Humour vs «forme physique»

Selon Florence Escaravage, les approches spontanées dans l’espace public restent acceptées dans certains pays du sud de l’Europe. «En Italie, les femmes s’attendent à recevoir des compliments quand elles sortent de chez elles bien habillées et apprêtées, et peuvent même trouver ça vexant de ne pas en avoir», estime-t-elle. En France, la séduction reposerait davantage sur l’humour et la finesse d’esprit. La beauté physique ne suffit pas, à elle seule, pour plaire, ce que Clavicular n’avait clairement pas anticipé en venant à Paris. Et pour cause, le jeune homme vit dans une tout autre réalité ; celle du «looksmaxxing», tendance masculiniste prônant l’optimisation de l’apparence physique pour séduire les femmes... et les dominer. L’Américain originaire du New Jersey s’est filmé à plusieurs reprises en train de se frapper les pommettes et la mâchoire avec un marteau. Cette pratique extrêmement dangereuse a un nom, le «bonesmashing»; et fait des ravages auprès de certains jeunes souhaitant redessiner leurs traits de visage afin de les rendre «plus masculins».

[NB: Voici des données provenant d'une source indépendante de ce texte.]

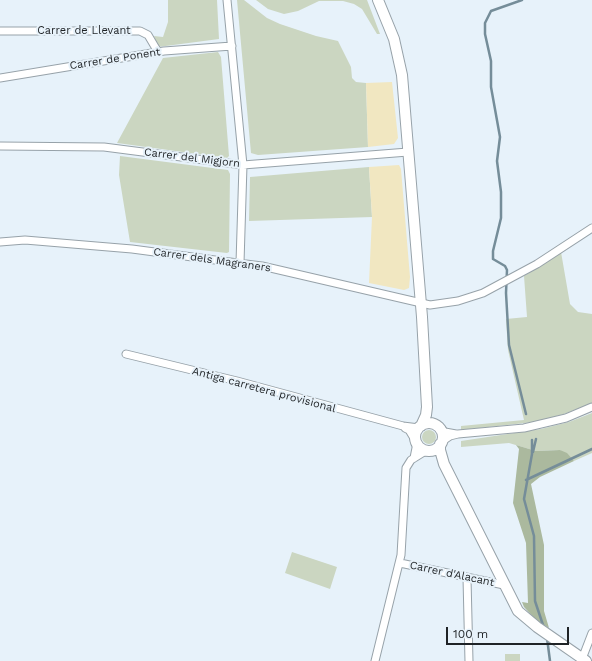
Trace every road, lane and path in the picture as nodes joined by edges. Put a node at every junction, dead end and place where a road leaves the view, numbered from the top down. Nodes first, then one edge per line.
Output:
1 (227, 0) edge
2 (378, 0) edge
3 (0, 31) edge
4 (232, 46) junction
5 (158, 52) junction
6 (0, 78) edge
7 (0, 146) edge
8 (408, 152) junction
9 (243, 165) junction
10 (592, 228) edge
11 (0, 242) edge
12 (240, 263) junction
13 (421, 302) junction
14 (126, 354) dead end
15 (427, 407) junction
16 (592, 407) edge
17 (403, 426) junction
18 (436, 426) junction
19 (420, 427) junction
20 (458, 434) junction
21 (416, 442) junction
22 (441, 443) junction
23 (429, 450) junction
24 (414, 458) junction
25 (444, 464) junction
26 (400, 563) junction
27 (467, 578) junction
28 (504, 586) junction
29 (592, 633) edge
30 (584, 660) edge
31 (375, 661) edge
32 (469, 661) edge

1 - 4 street
2 - 8 street
3 - 5 street, Carrer de Llevant
4 - 5 street, Carrer de Ponent
4 - 9 street
5 - 6 street, Carrer de Ponent
7 - 9 street, Carrer del Migjorn
8 - 9 street, Carrer del Migjorn
8 - 13 street
9 - 12 street
10 - 13 street, Carrer dels Magraners
11 - 12 street, Carrer dels Magraners
12 - 13 street, Carrer dels Magraners
13 - 15 street
14 - 17 street, Antiga carretera provisional
15 - 18 street
15 - 19 street
16 - 20 street
17 - 19 street, Antiga carretera provisional
17 - 21 street
18 - 19 street
18 - 20 street
18 - 22 street
19 - 21 street
20 - 22 street
21 - 23 street
21 - 24 street
22 - 23 street
22 - 25 street
23 - 24 street
23 - 25 street
24 - 26 street
25 - 28 street
26 - 27 street, Carrer d'Alacant
26 - 31 street
27 - 28 street, Carrer d'Alacant
27 - 32 street
28 - 30 street
29 - 30 street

«En France, ces attributs physiques — la mâchoire carrée et les biceps saillants — peuvent même repousser certaines femmes», affirme Florence Escaravage. «On le voit bien sur les applis de rencontre : les hommes qui mettent en avant leurs muscles et se prennent en photo à la salle de sport ont moins de succès, les utilisatrices swipent quasi systématiquement à gauche», souligne-t-elle.

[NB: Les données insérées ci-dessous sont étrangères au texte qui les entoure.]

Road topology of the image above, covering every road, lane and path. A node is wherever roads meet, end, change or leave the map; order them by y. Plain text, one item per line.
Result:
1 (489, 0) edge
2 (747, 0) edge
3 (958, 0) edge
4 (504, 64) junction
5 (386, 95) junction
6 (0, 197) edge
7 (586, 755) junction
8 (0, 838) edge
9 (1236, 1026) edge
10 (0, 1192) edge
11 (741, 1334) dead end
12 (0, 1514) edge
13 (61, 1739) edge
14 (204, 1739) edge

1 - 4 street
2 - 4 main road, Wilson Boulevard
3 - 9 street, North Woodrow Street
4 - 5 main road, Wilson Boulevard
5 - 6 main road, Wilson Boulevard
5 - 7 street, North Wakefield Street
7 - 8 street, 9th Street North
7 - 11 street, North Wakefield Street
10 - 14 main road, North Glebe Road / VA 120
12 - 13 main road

Ici aussi, on en revient au climat de confiance : ces clichés ne rassureraient pas la gent féminine car ils enverraient cette information : «Je vais plaire grâce à mon physique». «Alors que les femmes cherchent bien évidemment d’autres qualités», assure la fondatrice de Love Intelligence. Aux États-Unis, la forme physique est davantage valorisée car elle est associée à la discipline et à la performance.

Un rapport à l’argent différent

Dans des témoignages partagés sur les réseaux sociaux, plusieurs Américains qui ont essayé — sans succès — de séduire des Françaises ont remarqué que ces dernières n’étaient pas impressionnées par leur situation financière. «Elles se fichent totalement de l’argent. Ça ne sert à rien de leur parler de ça», assure l’un d’entre eux dans une vidéo partagée le 23 juin 2026, sur son compte TikTok bitcoincapitalist .

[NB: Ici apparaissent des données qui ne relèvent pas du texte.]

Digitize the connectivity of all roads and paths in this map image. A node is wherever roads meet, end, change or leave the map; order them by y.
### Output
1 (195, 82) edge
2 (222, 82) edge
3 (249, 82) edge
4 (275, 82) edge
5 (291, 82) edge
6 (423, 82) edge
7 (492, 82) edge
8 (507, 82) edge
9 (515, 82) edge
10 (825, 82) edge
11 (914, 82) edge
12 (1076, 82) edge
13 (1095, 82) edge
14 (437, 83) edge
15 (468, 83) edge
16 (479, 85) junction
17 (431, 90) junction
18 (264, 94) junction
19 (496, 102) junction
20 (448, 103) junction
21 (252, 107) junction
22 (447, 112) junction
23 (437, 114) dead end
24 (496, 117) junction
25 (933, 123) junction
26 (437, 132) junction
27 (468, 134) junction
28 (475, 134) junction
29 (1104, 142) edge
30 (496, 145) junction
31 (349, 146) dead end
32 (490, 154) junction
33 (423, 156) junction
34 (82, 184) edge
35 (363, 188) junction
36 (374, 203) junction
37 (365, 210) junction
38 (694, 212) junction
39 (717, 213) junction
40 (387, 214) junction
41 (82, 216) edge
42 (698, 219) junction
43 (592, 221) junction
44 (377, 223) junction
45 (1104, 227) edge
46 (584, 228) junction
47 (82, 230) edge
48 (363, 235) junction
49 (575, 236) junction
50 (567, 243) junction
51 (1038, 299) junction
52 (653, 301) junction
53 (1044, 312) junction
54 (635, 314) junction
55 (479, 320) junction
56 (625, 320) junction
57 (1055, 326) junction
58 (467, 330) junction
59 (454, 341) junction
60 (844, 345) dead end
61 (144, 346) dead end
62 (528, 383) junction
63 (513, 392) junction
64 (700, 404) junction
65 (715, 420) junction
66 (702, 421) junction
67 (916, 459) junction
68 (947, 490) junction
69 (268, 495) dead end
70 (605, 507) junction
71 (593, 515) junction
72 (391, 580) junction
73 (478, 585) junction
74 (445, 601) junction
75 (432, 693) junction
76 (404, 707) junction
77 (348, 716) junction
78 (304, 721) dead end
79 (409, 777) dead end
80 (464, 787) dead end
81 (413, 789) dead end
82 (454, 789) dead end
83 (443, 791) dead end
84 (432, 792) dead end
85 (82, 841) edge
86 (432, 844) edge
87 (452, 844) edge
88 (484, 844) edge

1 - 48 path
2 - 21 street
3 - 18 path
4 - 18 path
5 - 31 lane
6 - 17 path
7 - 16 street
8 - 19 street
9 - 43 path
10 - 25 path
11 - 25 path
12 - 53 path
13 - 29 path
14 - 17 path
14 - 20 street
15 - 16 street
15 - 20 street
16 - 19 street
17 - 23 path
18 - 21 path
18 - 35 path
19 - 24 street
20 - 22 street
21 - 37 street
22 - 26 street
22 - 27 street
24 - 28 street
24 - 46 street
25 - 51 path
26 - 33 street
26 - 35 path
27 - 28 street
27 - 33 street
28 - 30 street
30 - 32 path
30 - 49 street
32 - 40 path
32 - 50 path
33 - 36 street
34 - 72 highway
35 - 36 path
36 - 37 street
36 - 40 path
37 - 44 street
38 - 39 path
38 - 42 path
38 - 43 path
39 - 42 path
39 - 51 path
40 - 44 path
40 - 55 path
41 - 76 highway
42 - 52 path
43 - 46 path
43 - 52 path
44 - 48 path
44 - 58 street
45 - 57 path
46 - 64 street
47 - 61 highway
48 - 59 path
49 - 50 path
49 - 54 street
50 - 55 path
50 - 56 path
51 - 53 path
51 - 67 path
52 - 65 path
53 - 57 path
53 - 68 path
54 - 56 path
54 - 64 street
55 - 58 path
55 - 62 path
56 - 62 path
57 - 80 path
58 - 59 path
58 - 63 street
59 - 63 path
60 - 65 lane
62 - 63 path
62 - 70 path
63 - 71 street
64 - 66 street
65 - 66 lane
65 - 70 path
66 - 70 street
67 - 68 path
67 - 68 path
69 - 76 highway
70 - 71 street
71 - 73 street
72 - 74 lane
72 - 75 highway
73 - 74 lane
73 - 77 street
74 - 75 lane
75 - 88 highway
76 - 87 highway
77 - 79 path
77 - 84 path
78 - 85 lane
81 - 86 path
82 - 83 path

«On va effectivement trouver ça lourd, voire limite plouc. (...) Aux États-Unis, ils sont totalement décomplexés par rapport à l’argent. Nous, on ne parle pas salaire, on ne parle pas propriété», explique Florence Escaravage. L’experte conseille aux Américains d’être plus subtils dans leur approche et de faire preuve de davantage d’humour pour séduire les Françaises.